I’m an author and mother with two small kids.  My book, It’s OK Not to Share…And Other Renegade Rules for Raising Competent and Compassionate Kids (Tarcher/ Penguin, 2012) is full of counter-intuitive ideas for dealing with young children’s intense energy, emotions and conflicts.  The book covers topics like: free play, weapon play, social rejection, swearing, rough-and-tumble play, risk-taking and creativity.  You won’t find a chapter on food or nutrition in the table of contents, but it may just help you get through the dinner hour.
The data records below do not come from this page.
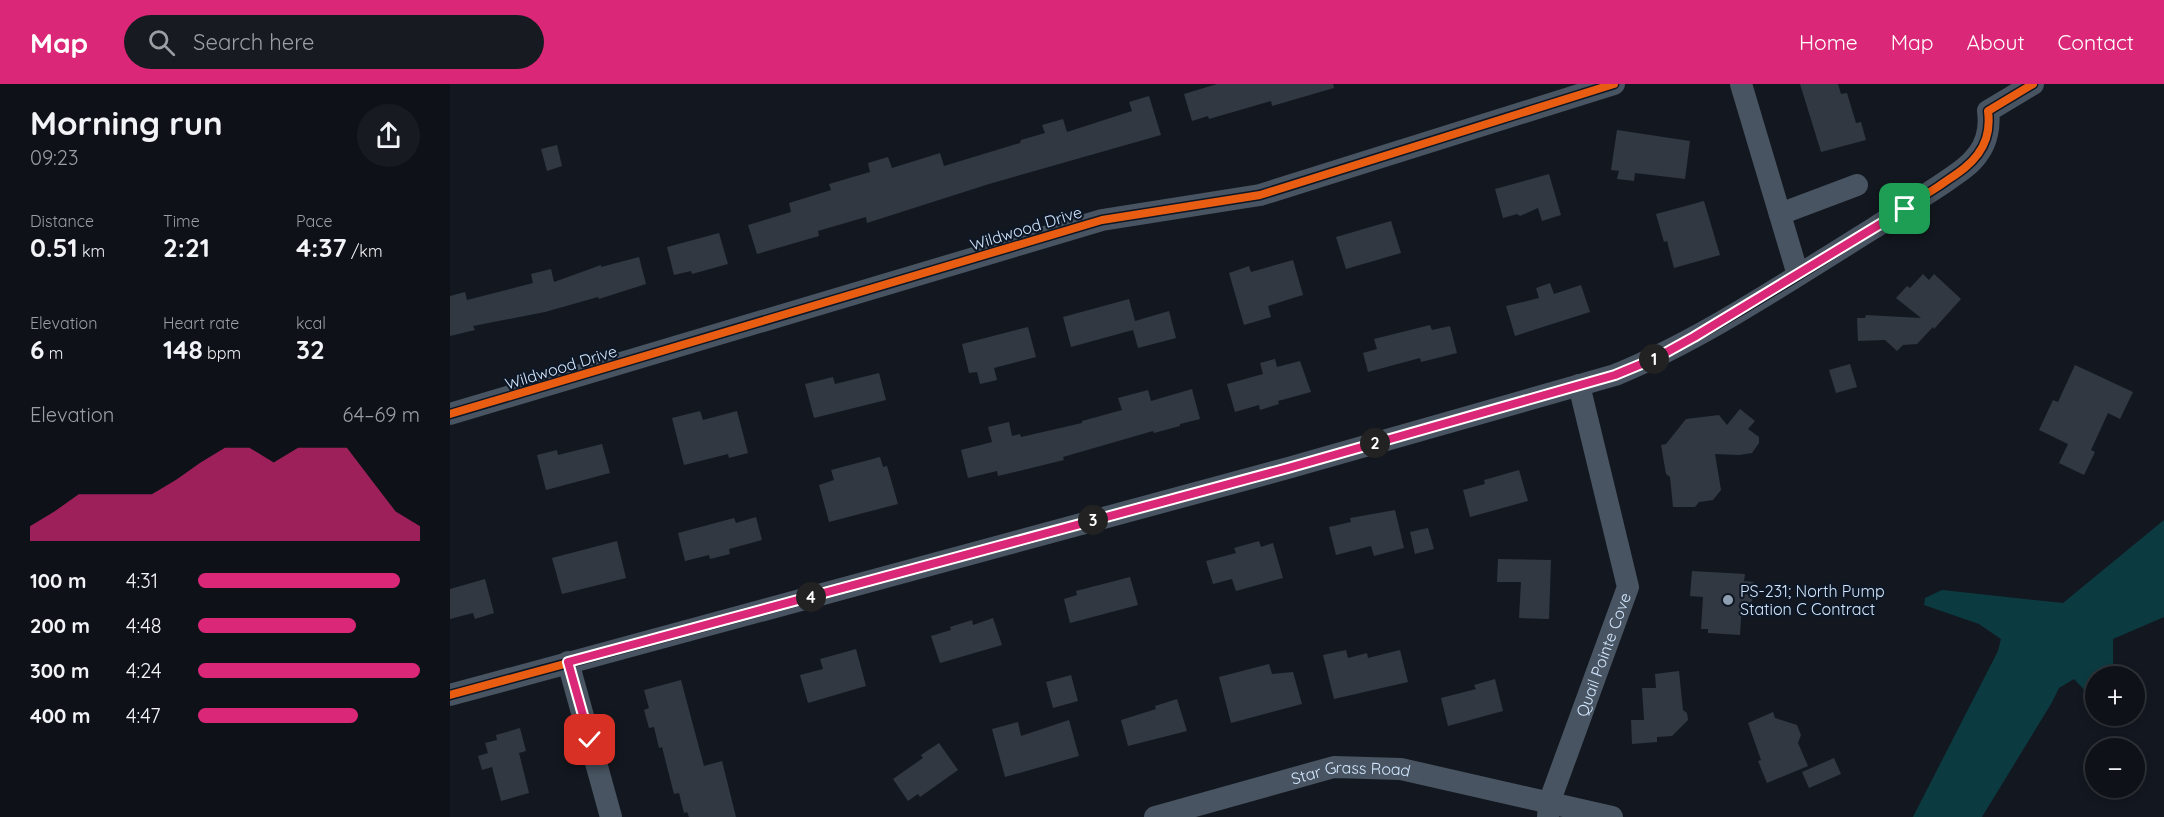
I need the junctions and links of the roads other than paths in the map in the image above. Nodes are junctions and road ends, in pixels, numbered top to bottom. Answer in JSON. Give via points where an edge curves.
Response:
{"nodes":[{"id":1,"x":1614,"y":84,"type":"edge"},
{"id":2,"x":1741,"y":84,"type":"edge"},
{"id":3,"x":2033,"y":84,"type":"edge"},
{"id":4,"x":1857,"y":185,"type":"dead end"},
{"id":5,"x":1780,"y":214,"type":"junction"},
{"id":6,"x":1797,"y":275,"type":"junction"},
{"id":7,"x":1579,"y":385,"type":"junction"},
{"id":8,"x":450,"y":414,"type":"edge"},
{"id":9,"x":568,"y":662,"type":"junction"},
{"id":10,"x":450,"y":695,"type":"edge"},
{"id":11,"x":1549,"y":810,"type":"edge"},
{"id":12,"x":611,"y":817,"type":"edge"},
{"id":13,"x":1155,"y":817,"type":"edge"},
{"id":14,"x":1612,"y":817,"type":"edge"}],
"edges":[{"from":1,"to":8,"type":"street","name":"Wildwood Drive","via":[[1260,195],[1102,220]]},
{"from":2,"to":5,"type":"street"},
{"from":3,"to":6,"type":"street","via":[[1988,111],[1986,138],[1967,167]]},
{"from":4,"to":5,"type":"street"},
{"from":5,"to":6,"type":"street"},
{"from":6,"to":7,"type":"street","via":[[1656,358]]},
{"from":7,"to":9,"type":"street","via":[[1277,471]]},
{"from":7,"to":11,"type":"street","name":"Quail Pointe Cove","via":[[1628,587]]},
{"from":9,"to":10,"type":"street"},
{"from":9,"to":12,"type":"street"},
{"from":11,"to":13,"type":"street","name":"Star Grass Road","via":[[1401,769],[1334,767]]},
{"from":11,"to":14,"type":"street","name":"Star Grass Road"}]}
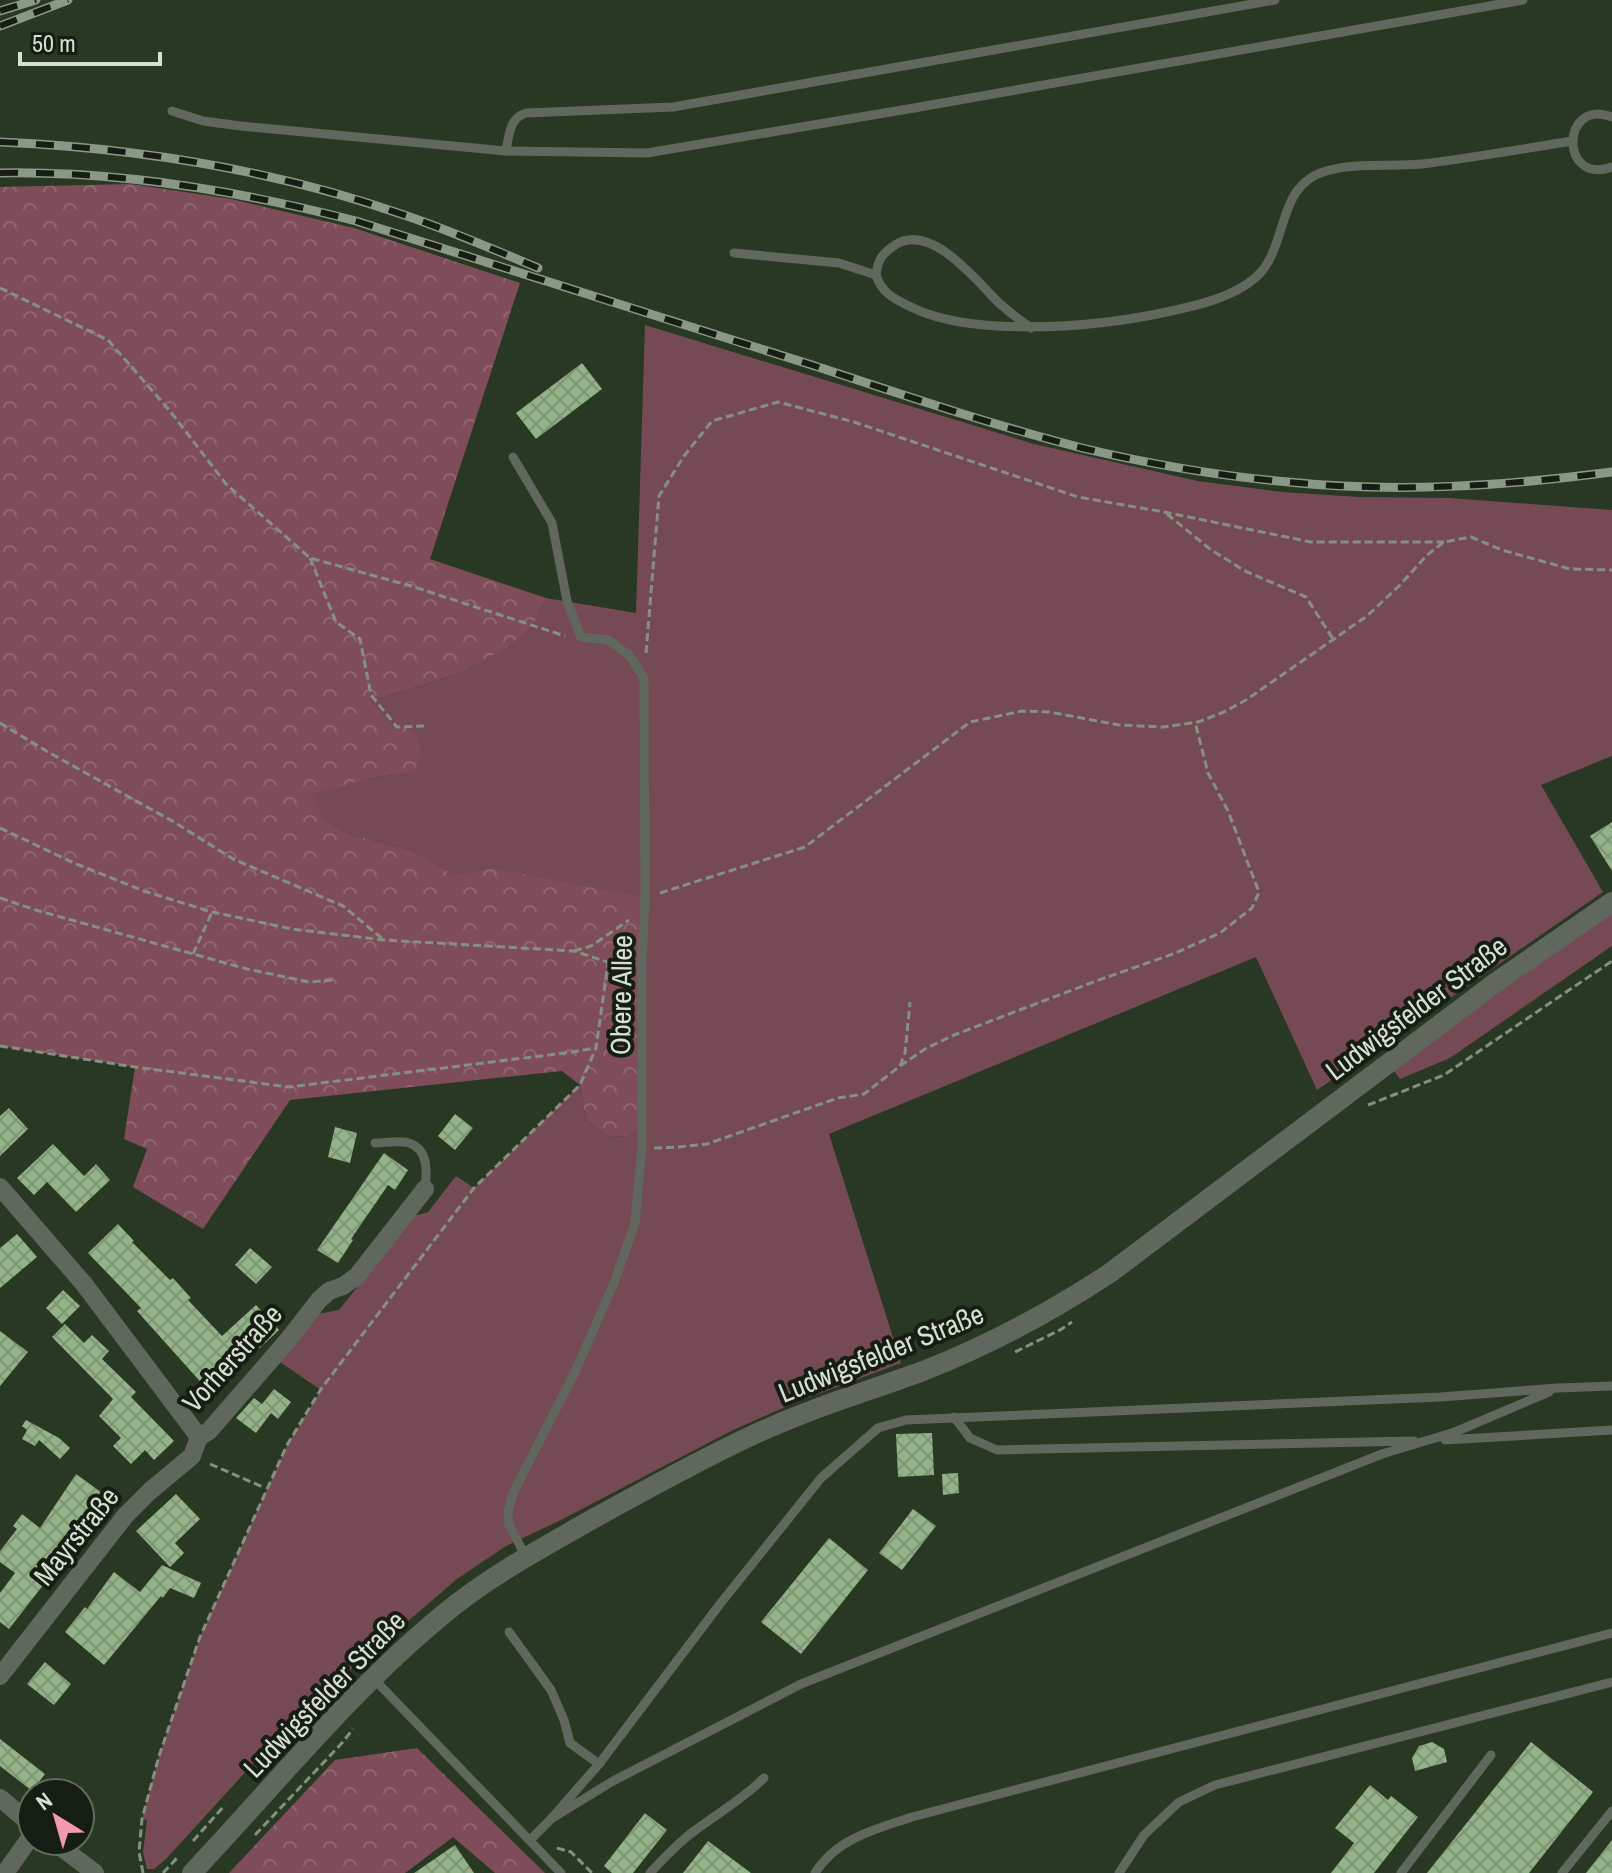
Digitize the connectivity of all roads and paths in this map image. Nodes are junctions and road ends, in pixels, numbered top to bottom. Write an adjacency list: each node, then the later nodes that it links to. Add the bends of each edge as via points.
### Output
1 (1275, 0): 6 (lane, via 673,107 526,113 513,121)
2 (1523, 0): 6 (lane, via 647,153)
3 (172, 111): 6 (lane, via 241,126)
4 (1612, 117): 5 (lane, via 1588,117 1579,123)
5 (1572, 141): 7 (lane, via 1583,165 1596,170); 11 (lane, via 1421,164 1323,172 1292,197 1271,257 1256,277 1226,295 1133,319)
6 (506, 151)
7 (1612, 167)
8 (734, 253): 9 (lane, via 839,263)
9 (876, 275): 11 (lane, via 891,297 921,312); 11 (lane, via 877,262 887,251 901,241 921,240 945,251)
10 (0, 288): 15 (path, via 108,340 226,484)
11 (1031, 328)
12 (513, 457): 17 (lane, via 552,523 567,601)
13 (1164, 512): 14 (path, via 1311,542); 18 (path, via 1245,571 1306,597); 19 (path, via 1078,497 778,402 712,421 659,496)
14 (1444, 542): 16 (path, via 1471,537 1570,569); 18 (path, via 1367,616)
15 (310, 558): 17 (path); 22 (path, via 336,622 360,639 371,695 397,727)
16 (1612, 570)
17 (581, 637): 19 (lane, via 608,640 630,656)
18 (1334, 640): 20 (path, via 1246,700)
19 (644, 678): 25 (lane, Obere Allee)
20 (1195, 722): 25 (path, via 1119,725 1022,711 970,722 805,847); 38 (path, via 1208,773 1259,892 1252,908 1220,933 1185,949 954,1035)
21 (0, 723): 29 (path, via 233,859 343,906)
22 (426, 726)
23 (0, 828): 27 (path, via 144,891)
24 (0, 898): 31 (path)
25 (645, 898): 28 (lane, Obere Allee)
26 (1612, 902): 52 (street, Ludwigsfelder Straße, via 1484,990 1067,1301 980,1347 751,1436)
27 (212, 912): 29 (path); 31 (path)
28 (645, 915): 30 (path); 33 (lane, Obere Allee)
29 (384, 940): 30 (path)
30 (574, 951): 32 (path)
31 (193, 954): 34 (path, via 309,982)
32 (608, 963): 33 (path, via 626,968); 37 (path)
33 (642, 964): 40 (lane, Obere Allee)
34 (334, 980)
35 (910, 1002): 38 (path)
36 (0, 1046): 37 (path, via 289,1087)
37 (596, 1048): 51 (path, via 580,1085 474,1188 321,1389)
38 (900, 1066): 40 (path, via 864,1094 838,1098 707,1144)
39 (375, 1143): 42 (lane, via 409,1143 421,1151 428,1171)
40 (642, 1145): 52 (lane, Obere Allee, via 635,1223 614,1283 508,1512)
41 (0, 1187): 43 (street, Vorherstraße)
42 (425, 1189): 48 (street, Vorherstraße, via 357,1276 319,1300)
43 (6, 1208): 48 (street, Vorherstraße, via 84,1284)
44 (1612, 1386): 45 (lane)
45 (1558, 1388): 46 (lane); 49 (lane)
46 (954, 1417): 49 (lane, via 970,1438 997,1450); 60 (lane, via 878,1428 821,1478)
47 (1612, 1430): 49 (lane)
48 (199, 1437): 50 (street, Mayrstraße)
49 (1426, 1441): 65 (lane, via 801,1684)
50 (192, 1456): 51 (path); 55 (street, Mayrstraße, via 125,1516)
51 (267, 1488): 70 (path, via 200,1637 159,1756 142,1819)
52 (526, 1557): 56 (street, Ludwigsfelder Straße, via 446,1611)
53 (509, 1632): 60 (lane, via 551,1690 570,1743)
54 (1612, 1633): 75 (lane, via 912,1817 859,1834 821,1862)
55 (0, 1676)
56 (373, 1678): 66 (lane); 71 (street, Ludwigsfelder Straße)
57 (1612, 1682): 76 (lane, via 1215,1785 1179,1802 1144,1835)
58 (357, 1723): 67 (path)
59 (1491, 1755): 77 (lane)
60 (599, 1764): 65 (lane)
61 (764, 1778): 74 (lane)
62 (0, 1798): 64 (street)
63 (1612, 1811): 78 (lane)
64 (16, 1812)
65 (551, 1819): 66 (lane)
66 (530, 1840): 72 (lane); 73 (path, via 571,1852)
67 (249, 1842)
68 (74, 1857): 69 (street)
69 (95, 1873)
70 (143, 1873)
71 (192, 1873)
72 (561, 1873)
73 (592, 1873)
74 (650, 1873)
75 (815, 1873)
76 (1119, 1873)
77 (1401, 1873)
78 (1562, 1873)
If you’re tired of playing referee in your children’s sharing squabbles or worried about school pressures, you’ll find new ideas here.  Crazy (but effective) ideas like stopping a temper tantrum by taking dictation and writing down the child’s angry feelings.  You can read a free sample chapter here.

To keep sanity in your life and in the kitchen, here’s a sampling of some of the book’s renegade rules.

  1. “I Hate You!” is Nothing Personal

It’s hard to stay calm when you hear words like this.  But remember it’s nothing more than a young child who is temporarily mad.  Bypass the word “hate” and go directly to the feeling underneath.  Translate her angry words into what she means: “You’re mad.  You’re really mad at me right now. You wish you could have another cookie.”

  1. Let Kids Hit and Kick

Young kids express emotions with their bodies.  For some kids, a burst of physical energy is necessary before they can reach calm.  If an angry child is hitting, don’t stop the motion.  Just redirect.  “I can’t let you hit me, but you can hit the sofa.”  A substitute target reinforces the idea that people aren’t for hurting.

  1. It’s OK Not to Share

We expect kids will learn generosity when they have to “give something up” (usually the toy they are busy using).  But giving something up feels terrible.  It interrupts play and instantly rewards the child who asks for it.  Instead, have kids say “I’m not done yet.” This teaches positive assertiveness – how to set respectful limits on peers.  The waiting child gains, too.  Waiting teaches impulse control and delayed gratification, vital life skills which also bolster the region of the brain necessary for academic success.

  1. Kids Don’t Have to Say ‘Sorry’

Young kids love the word ‘sorry.’  Like magic, it lets them off the hook.  Push someone?  Just say ‘sorry.’  No remorse and no responsibility involved.  Instead, ask kids to take action (go get a tissue or ice pack) and make a meaningful guarantee: “I won’t push you again” or “I won’t knock over your tower.”  A guarantee helps kids feel safe and holds them accountable.

  1. Boys Can Wear Tutus

Play that crosses gender roles is creative and harmless.  Kids have the right to choose their own play themes and try on any kind of dress-up clothes. We give girls tremendous freedom to be anything.  What about boys?  Trying out different roles helps children develop empathy – a huge part of moral development.

  1. Don’t Get Ready for Kindergarten

You may think putting Johnny in a preschool which drills math and reading will give him a step ahead.  Actually, the opposite is true.  Long-term studies show that kids in academic preschools do worse in later school years, and kids who PLAY do better.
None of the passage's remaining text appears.